**What is needed:**
The response should consist solely of the lines running from the line with "Turn every road, lane" to the end of the data, retyped exactly.

(Data extracted from a collection)
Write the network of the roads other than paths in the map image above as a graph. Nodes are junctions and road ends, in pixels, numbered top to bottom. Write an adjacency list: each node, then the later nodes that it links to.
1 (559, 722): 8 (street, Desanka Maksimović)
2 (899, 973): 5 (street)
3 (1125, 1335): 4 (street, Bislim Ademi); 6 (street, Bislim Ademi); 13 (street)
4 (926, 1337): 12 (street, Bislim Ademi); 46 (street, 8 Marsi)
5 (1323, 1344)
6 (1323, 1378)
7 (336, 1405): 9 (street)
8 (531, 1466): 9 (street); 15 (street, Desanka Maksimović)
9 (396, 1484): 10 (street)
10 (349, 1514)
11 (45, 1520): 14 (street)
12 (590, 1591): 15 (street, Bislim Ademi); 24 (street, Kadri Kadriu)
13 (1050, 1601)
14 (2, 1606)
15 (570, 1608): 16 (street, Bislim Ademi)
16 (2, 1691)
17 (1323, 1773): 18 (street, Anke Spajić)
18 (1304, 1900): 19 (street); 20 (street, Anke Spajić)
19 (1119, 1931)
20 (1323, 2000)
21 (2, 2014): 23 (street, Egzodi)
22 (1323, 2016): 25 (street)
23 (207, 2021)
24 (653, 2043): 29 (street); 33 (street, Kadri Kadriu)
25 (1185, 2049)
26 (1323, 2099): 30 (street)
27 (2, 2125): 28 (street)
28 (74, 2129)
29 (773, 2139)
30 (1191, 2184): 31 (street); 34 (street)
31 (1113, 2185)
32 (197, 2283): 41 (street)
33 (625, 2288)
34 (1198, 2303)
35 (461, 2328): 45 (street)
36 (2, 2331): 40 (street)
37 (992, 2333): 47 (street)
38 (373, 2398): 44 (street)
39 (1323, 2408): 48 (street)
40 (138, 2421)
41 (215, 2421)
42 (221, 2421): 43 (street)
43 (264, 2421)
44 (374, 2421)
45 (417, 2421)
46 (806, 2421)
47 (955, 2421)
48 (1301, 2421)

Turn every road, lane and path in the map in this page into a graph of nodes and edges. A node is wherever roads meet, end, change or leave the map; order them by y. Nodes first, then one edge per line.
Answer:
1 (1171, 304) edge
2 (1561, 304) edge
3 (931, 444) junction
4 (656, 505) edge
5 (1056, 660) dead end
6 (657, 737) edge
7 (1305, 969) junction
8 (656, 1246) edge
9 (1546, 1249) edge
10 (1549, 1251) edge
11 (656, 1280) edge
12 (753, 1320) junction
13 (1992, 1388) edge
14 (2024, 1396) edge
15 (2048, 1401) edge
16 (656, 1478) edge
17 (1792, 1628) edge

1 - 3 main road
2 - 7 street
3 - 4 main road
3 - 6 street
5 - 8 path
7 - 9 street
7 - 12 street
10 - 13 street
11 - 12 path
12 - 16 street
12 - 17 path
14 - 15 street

**Exercise answer:**
Turn every road, lane and path in the map in this page into a graph of nodes and edges. A node is wherever roads meet, end, change or leave the map; order them by y. Nodes first, then one edge per line.
Answer:
1 (1171, 304) edge
2 (1561, 304) edge
3 (931, 444) junction
4 (656, 505) edge
5 (1056, 660) dead end
6 (657, 737) edge
7 (1305, 969) junction
8 (656, 1246) edge
9 (1546, 1249) edge
10 (1549, 1251) edge
11 (656, 1280) edge
12 (753, 1320) junction
13 (1992, 1388) edge
14 (2024, 1396) edge
15 (2048, 1401) edge
16 (656, 1478) edge
17 (1792, 1628) edge

1 - 3 main road
2 - 7 street
3 - 4 main road
3 - 6 street
5 - 8 path
7 - 9 street
7 - 12 street
10 - 13 street
11 - 12 path
12 - 16 street
12 - 17 path
14 - 15 street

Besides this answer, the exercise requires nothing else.